Continent appendicostomy. (a) Diagram. (b) Creation of windows between the appendiceal vessels. (c) Placing sutures for the cecal plication, avoiding the vessels. (d) Appendix laid down lateral to the cecum, away from ileocecal valve. (e) Plication finished
Anastomosis of appendix to the skin of the umbilicus. (a) Intraoperative picture. (b) Diagram. (c) The tip of the appendix is spatulated (diagram). (d) The triangular skin is accommodated into spatulated space, created at the tip of the appendix. Many 6-0 Vicryl sutures are used (diagram). (e–g) Intraoperative aspect of the reconstruction. (h) Final aspect of the maneuver
Sometimes, we open the abdomen with the incision that we described, only to find that the cecum is not located in the right lower quadrant, and we cannot feel it with our fingers. At that point, the alternative is to extend the incision all of the way to the lower abdomen and the upper abdomen and look for the cecum that sometimes is located in the area of the duodenum or located retrocecally, with the tip of the appendix located all of the way up into the area of the liver. Alternatively, we can use the laparoscope to look for the cecum and the appendix to mobilize and bring them through the small incision previously described.
21.4 Continent Neo-appendicostomy
The patient receives a total bowel preparation.

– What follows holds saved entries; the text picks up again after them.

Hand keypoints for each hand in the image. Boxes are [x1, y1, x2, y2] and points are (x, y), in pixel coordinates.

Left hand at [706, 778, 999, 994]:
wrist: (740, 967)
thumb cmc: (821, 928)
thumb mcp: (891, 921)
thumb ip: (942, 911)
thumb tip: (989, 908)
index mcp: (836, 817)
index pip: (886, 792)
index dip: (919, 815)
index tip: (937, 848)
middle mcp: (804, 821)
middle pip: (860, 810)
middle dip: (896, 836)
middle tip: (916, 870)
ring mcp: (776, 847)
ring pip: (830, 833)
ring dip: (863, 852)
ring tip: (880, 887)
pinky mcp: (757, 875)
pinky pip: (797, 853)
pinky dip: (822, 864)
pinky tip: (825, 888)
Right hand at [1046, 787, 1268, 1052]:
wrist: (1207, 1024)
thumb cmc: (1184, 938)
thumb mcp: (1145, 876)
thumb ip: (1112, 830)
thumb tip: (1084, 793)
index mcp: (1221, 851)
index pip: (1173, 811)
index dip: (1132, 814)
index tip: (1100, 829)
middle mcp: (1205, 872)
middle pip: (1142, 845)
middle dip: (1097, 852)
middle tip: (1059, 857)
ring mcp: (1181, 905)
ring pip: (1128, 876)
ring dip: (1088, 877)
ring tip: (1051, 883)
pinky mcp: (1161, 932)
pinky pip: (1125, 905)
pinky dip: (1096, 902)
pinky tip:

The skin is prepared in the way described for a continent appendicostomy. The midline abdominal incision is made, long enough to mobilize the cecum and most of the ascending colon.
Usually, this type of procedure requires dividing of the normal attachments of the cecum and ascending colon from the right gutter. We have to take down those attachments in order to bring the cecum and part of the ascending colon through the wound with no tension.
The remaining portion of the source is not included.